▸ **WHAT THE TASK ASKS**
Please say how many lines in the records below contain the word "graph", giving the number alone.

[Stored entries]
· · · · ·

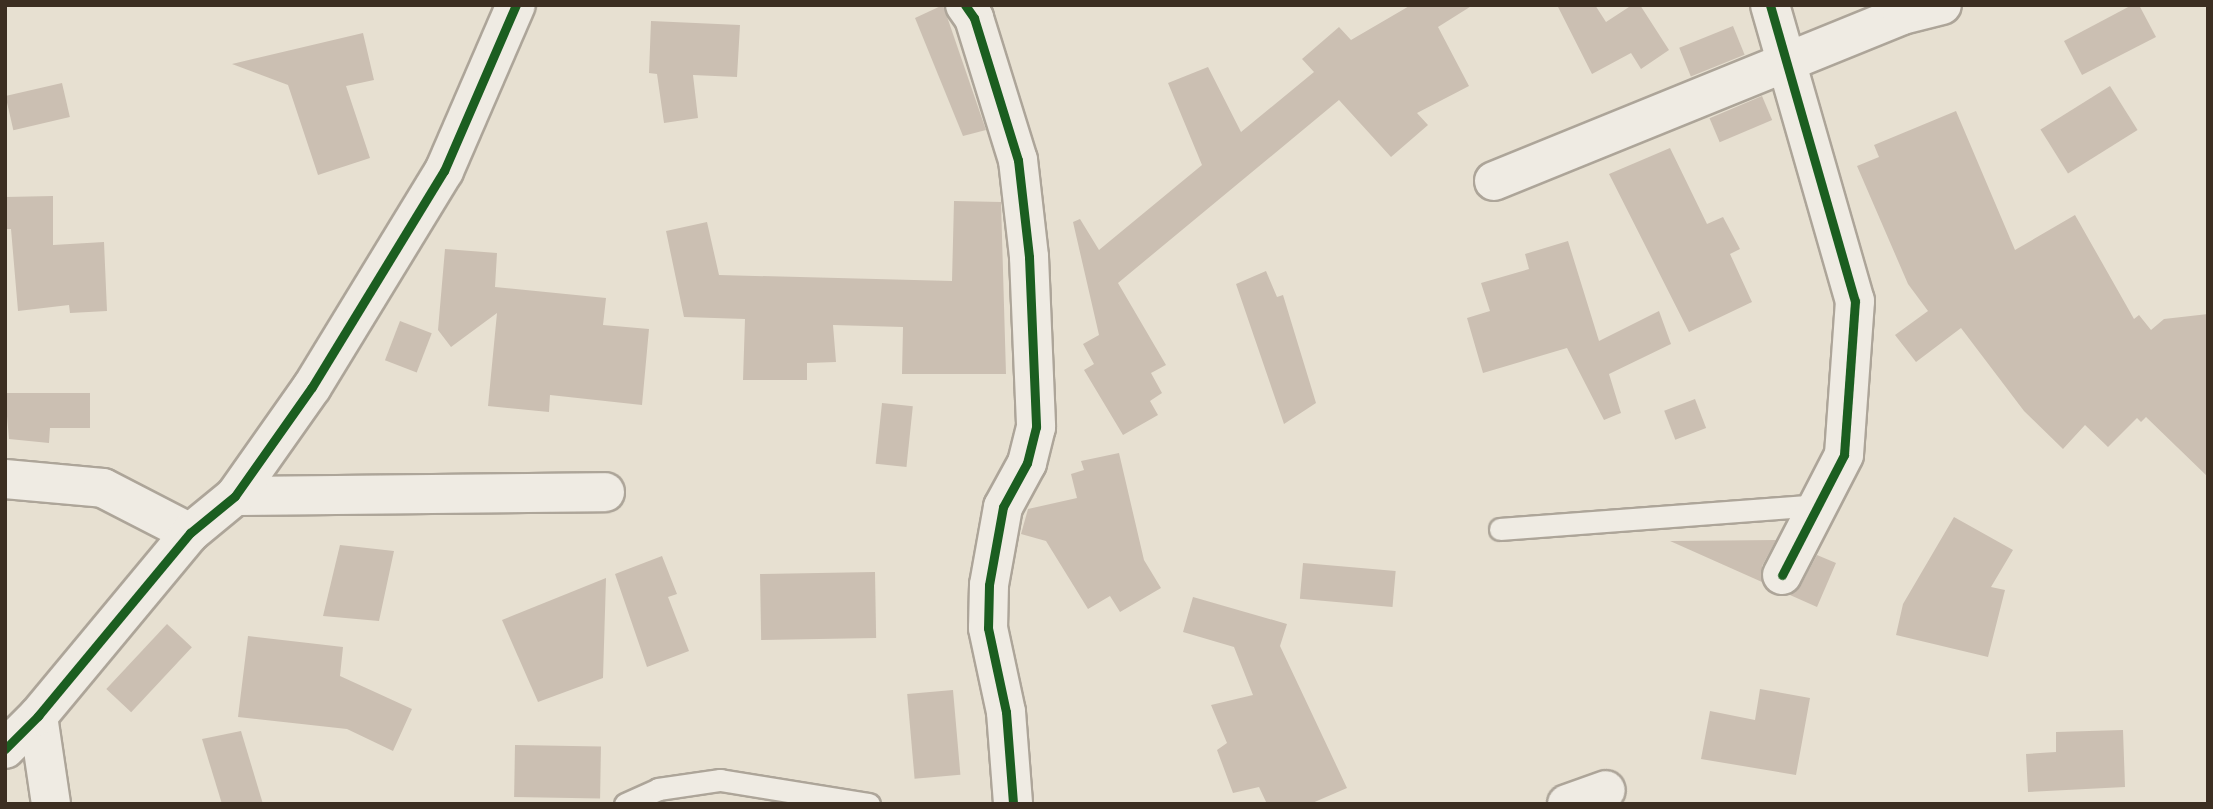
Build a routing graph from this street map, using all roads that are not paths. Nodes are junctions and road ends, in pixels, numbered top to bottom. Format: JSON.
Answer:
{"nodes":[{"id":1,"x":516,"y":5,"type":"edge"},
{"id":2,"x":965,"y":5,"type":"edge"},
{"id":3,"x":1770,"y":5,"type":"edge"},
{"id":4,"x":1942,"y":5,"type":"edge"},
{"id":5,"x":1790,"y":62,"type":"junction"},
{"id":6,"x":1494,"y":181,"type":"dead end"},
{"id":7,"x":5,"y":480,"type":"edge"},
{"id":8,"x":605,"y":492,"type":"dead end"},
{"id":9,"x":235,"y":496,"type":"junction"},
{"id":10,"x":1820,"y":505,"type":"junction"},
{"id":11,"x":1500,"y":529,"type":"dead end"},
{"id":12,"x":190,"y":533,"type":"junction"},
{"id":13,"x":1782,"y":575,"type":"dead end"},
{"id":14,"x":38,"y":716,"type":"junction"},
{"id":15,"x":5,"y":749,"type":"edge"},
{"id":16,"x":1606,"y":790,"type":"dead end"},
{"id":17,"x":51,"y":804,"type":"edge"},
{"id":18,"x":625,"y":804,"type":"edge"},
{"id":19,"x":869,"y":804,"type":"edge"},
{"id":20,"x":1013,"y":804,"type":"edge"},
{"id":21,"x":1567,"y":804,"type":"edge"}],
"edges":[{"from":1,"to":9,"type":"street"},
{"from":2,"to":20,"type":"street"},
{"from":3,"to":5,"type":"street"},
{"from":4,"to":5,"type":"street"},
{"from":5,"to":6,"type":"street"},
{"from":5,"to":10,"type":"street"},
{"from":7,"to":12,"type":"street"},
{"from":8,"to":9,"type":"street"},
{"from":9,"to":12,"type":"street"},
{"from":10,"to":11,"type":"lane"},
{"from":10,"to":13,"type":"street"},
{"from":12,"to":14,"type":"street"},
{"from":14,"to":15,"type":"street"},
{"from":14,"to":17,"type":"street"},
{"from":16,"to":21,"type":"street"},
{"from":18,"to":19,"type":"lane"}]}
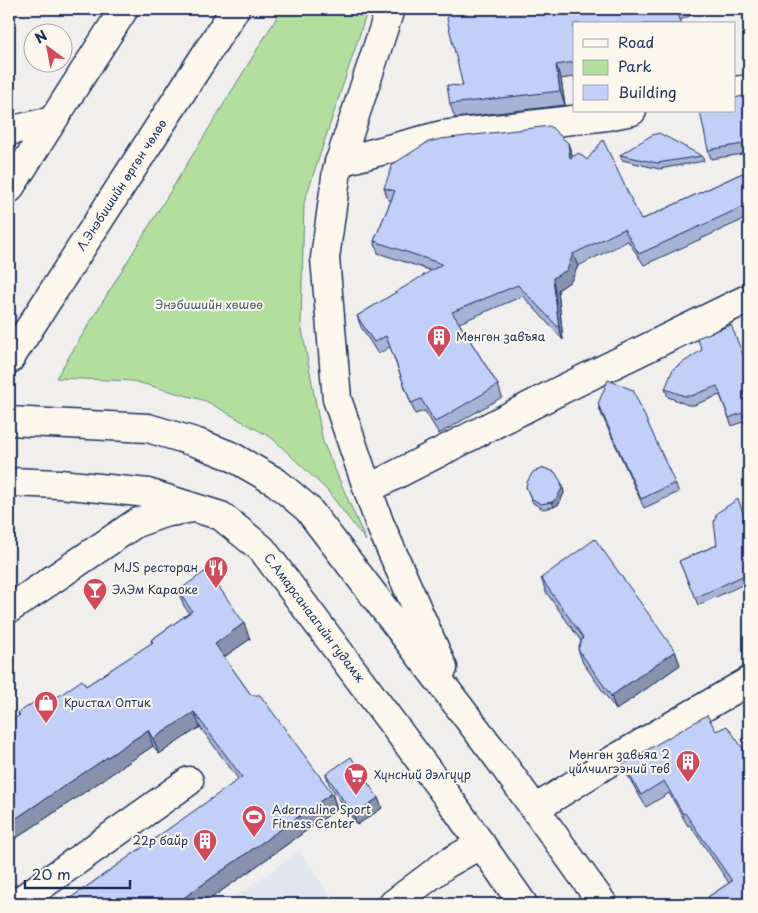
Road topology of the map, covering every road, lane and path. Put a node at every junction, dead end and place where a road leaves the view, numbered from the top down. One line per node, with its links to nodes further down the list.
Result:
1 (124, 9): 7 (main road)
2 (235, 9): 14 (main road, Л.Энэбишийн өргөн чөлөө)
3 (390, 9): 11 (main road)
4 (749, 89): 5 (main road)
5 (736, 92)
6 (627, 112): 11 (main road)
7 (52, 122): 8 (main road); 9 (main road)
8 (9, 130)
9 (37, 145): 10 (main road); 12 (main road)
10 (9, 161)
11 (339, 162): 17 (main road)
12 (9, 189)
13 (749, 298): 17 (main road)
14 (9, 360)
15 (9, 421): 21 (main road)
16 (9, 482): 18 (main road, С.Амарсанаагийн гудамж)
17 (368, 489): 21 (main road)
18 (194, 508): 19 (main road); 24 (main road, С.Амарсанаагийн гудамж)
19 (9, 609)
20 (749, 681): 23 (main road)
21 (461, 708): 23 (main road)
22 (189, 782): 25 (main road)
23 (535, 809): 28 (main road)
24 (481, 844): 26 (main road); 27 (main road, С.Амарсанаагийн гудамж)
25 (28, 904)
26 (392, 904)
27 (524, 904)
28 (603, 904)

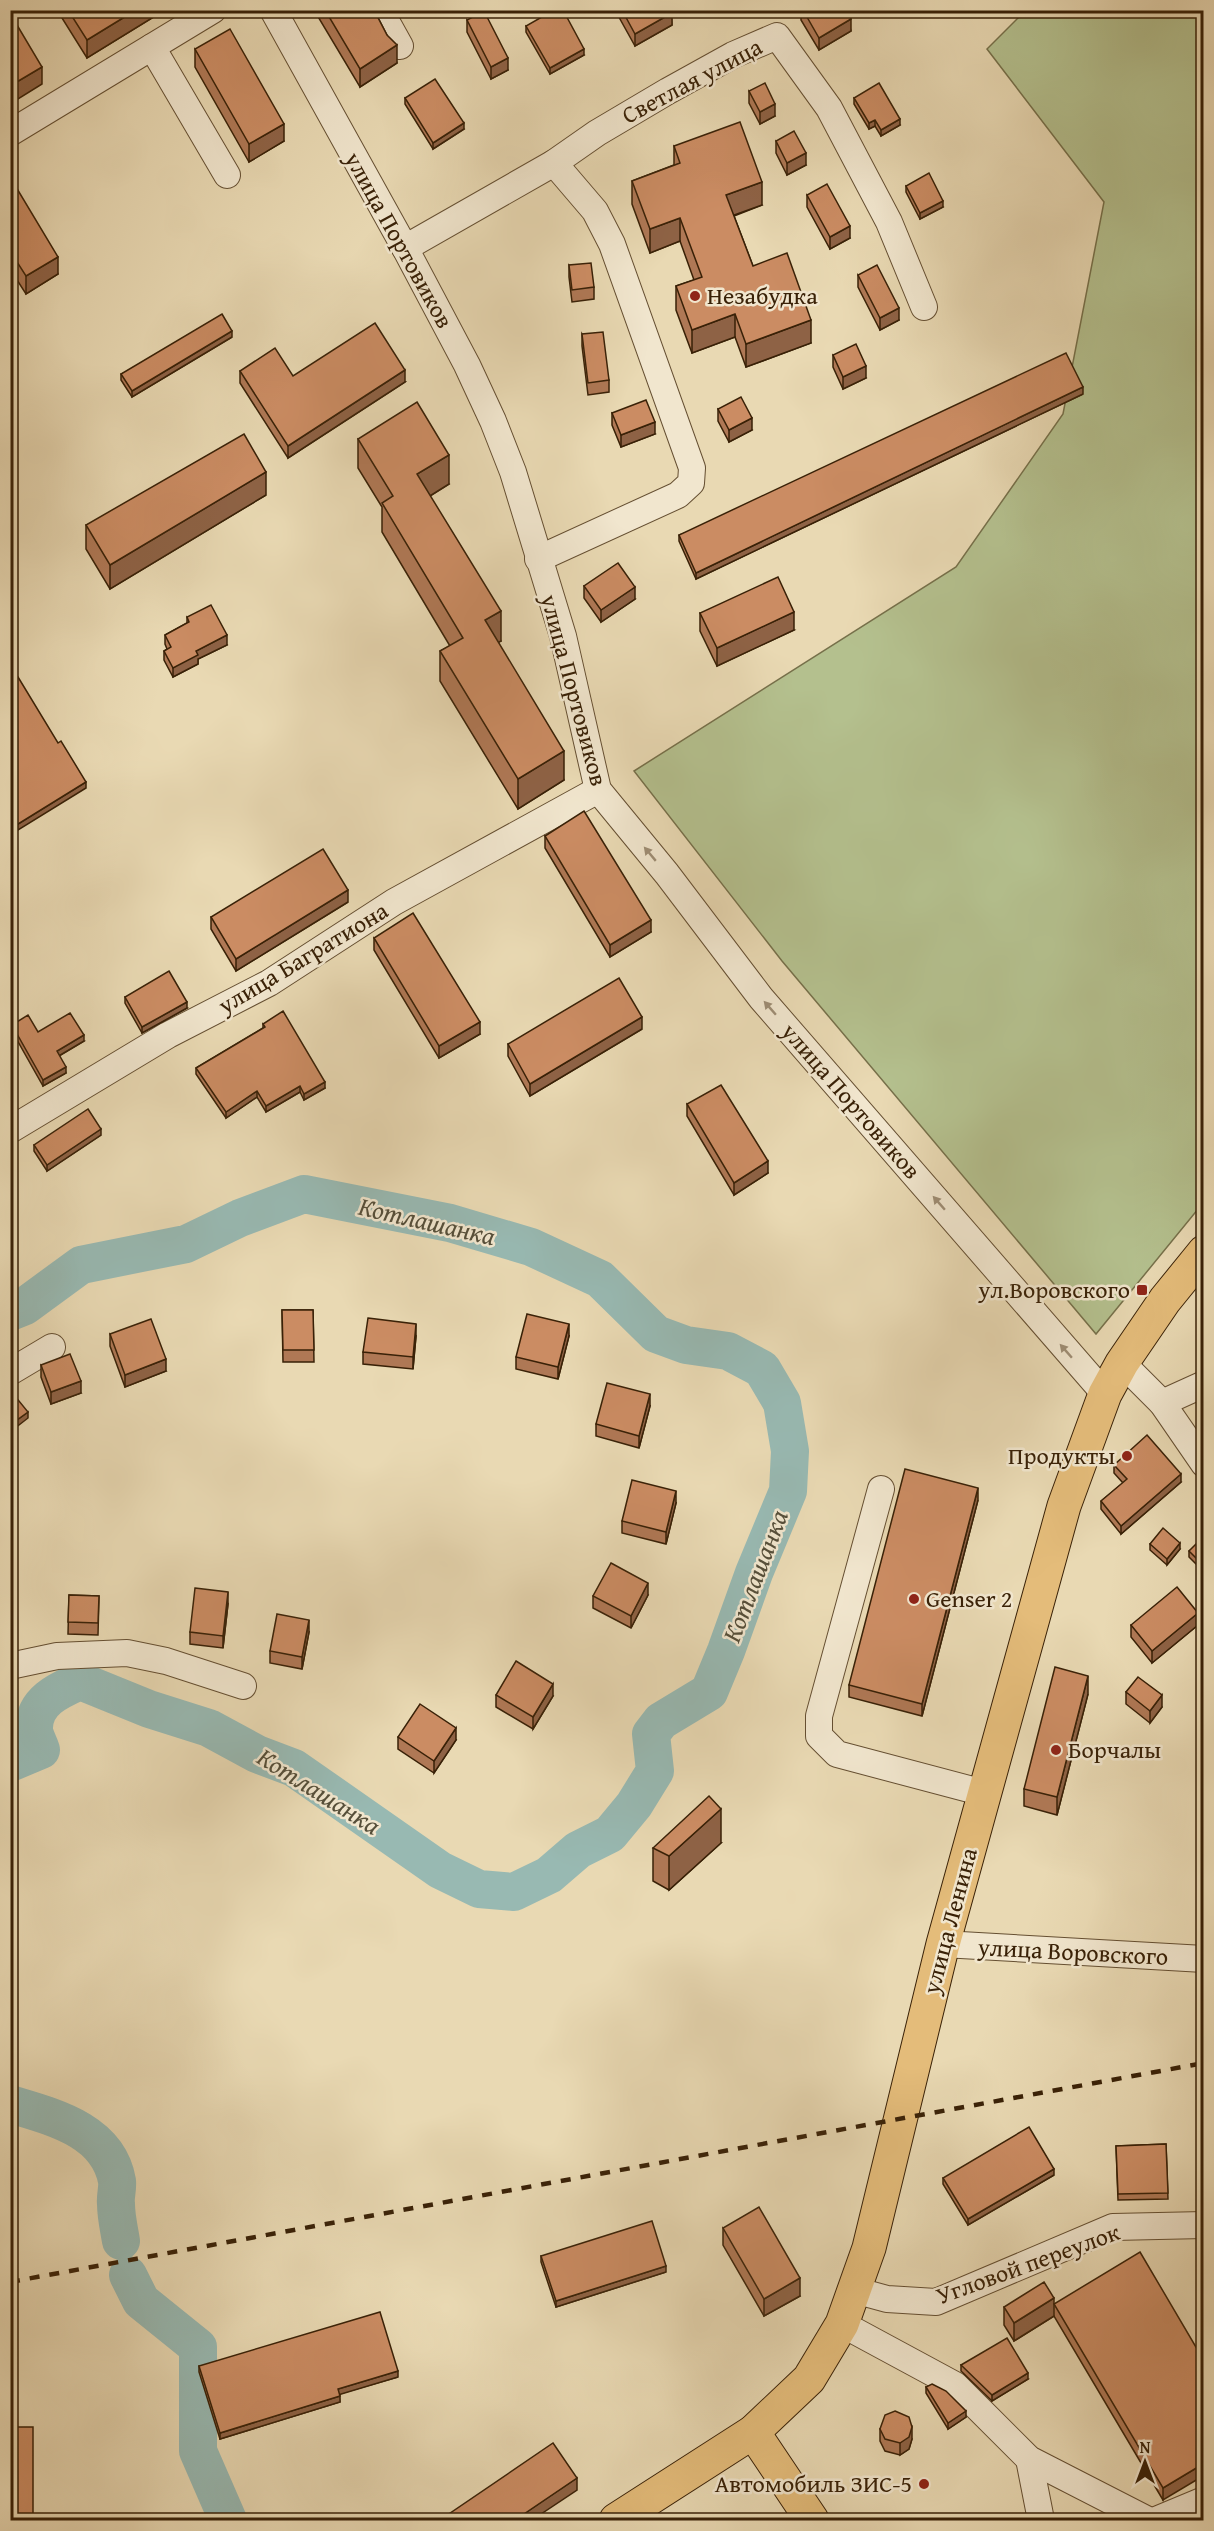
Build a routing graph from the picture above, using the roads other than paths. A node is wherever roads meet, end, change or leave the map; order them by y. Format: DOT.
graph roads {
  1 [pos="213,10"];
  2 [pos="273,10"];
  3 [pos="380,10"];
  4 [pos="400,45"];
  5 [pos="152,47"];
  6 [pos="10,133"];
  7 [pos="554,163"];
  8 [pos="227,175"];
  9 [pos="405,248"];
  10 [pos="924,306"];
  11 [pos="538,559"];
  12 [pos="598,790"];
  13 [pos="10,1130"];
  14 [pos="1203,1252"];
  15 [pos="52,1347"];
  16 [pos="1122,1363"];
  17 [pos="10,1372"];
  18 [pos="1203,1384"];
  19 [pos="1105,1394"];
  20 [pos="1162,1403"];
  21 [pos="1203,1464"];
  22 [pos="881,1488"];
  23 [pos="10,1666"];
  24 [pos="243,1686"];
  25 [pos="984,1793"];
  26 [pos="943,1944"];
  27 [pos="1203,1959"];
  28 [pos="1203,2225"];
  29 [pos="854,2290"];
  30 [pos="842,2324"];
  31 [pos="753,2433"];
  32 [pos="1029,2459"];
  33 [pos="1203,2500"];
  34 [pos="616,2520"];
  35 [pos="812,2520"];
  36 [pos="1041,2520"];
  37 [pos="1148,2520"];
  38 [pos="1156,2520"];
  1 -- 5 [label="street"];
  2 -- 9 [label="street, улица Портовиков"];
  3 -- 4 [label="street"];
  5 -- 6 [label="street"];
  5 -- 8 [label="street"];
  7 -- 9 [label="street, Светлая улица"];
  7 -- 10 [label="street, Светлая улица"];
  7 -- 11 [label="street"];
  9 -- 11 [label="street, улица Портовиков"];
  11 -- 12 [label="street, улица Портовиков"];
  12 -- 13 [label="street, улица Багратиона"];
  19 -- 12 [label="street, улица Портовиков, one-way"];
  14 -- 16 [label="main road, улица Ленина"];
  15 -- 17 [label="street"];
  16 -- 19 [label="main road, улица Ленина"];
  16 -- 20 [label="street"];
  18 -- 20 [label="street"];
  19 -- 25 [label="main road, улица Ленина"];
  20 -- 21 [label="street"];
  22 -- 25 [label="street"];
  23 -- 24 [label="street"];
  25 -- 26 [label="main road, улица Ленина"];
  26 -- 27 [label="street, улица Воровского"];
  26 -- 29 [label="main road, улица Ленина"];
  28 -- 29 [label="street, Угловой переулок"];
  29 -- 30 [label="main road, улица Ленина"];
  30 -- 31 [label="main road, улица Ленина"];
  30 -- 32 [label="street"];
  31 -- 34 [label="main road, улица Ленина"];
  31 -- 35 [label="main road"];
  32 -- 36 [label="street"];
  32 -- 37 [label="street"];
  33 -- 38 [label="street"];
}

· · · · ·

▸ **FINISHED TASK**
3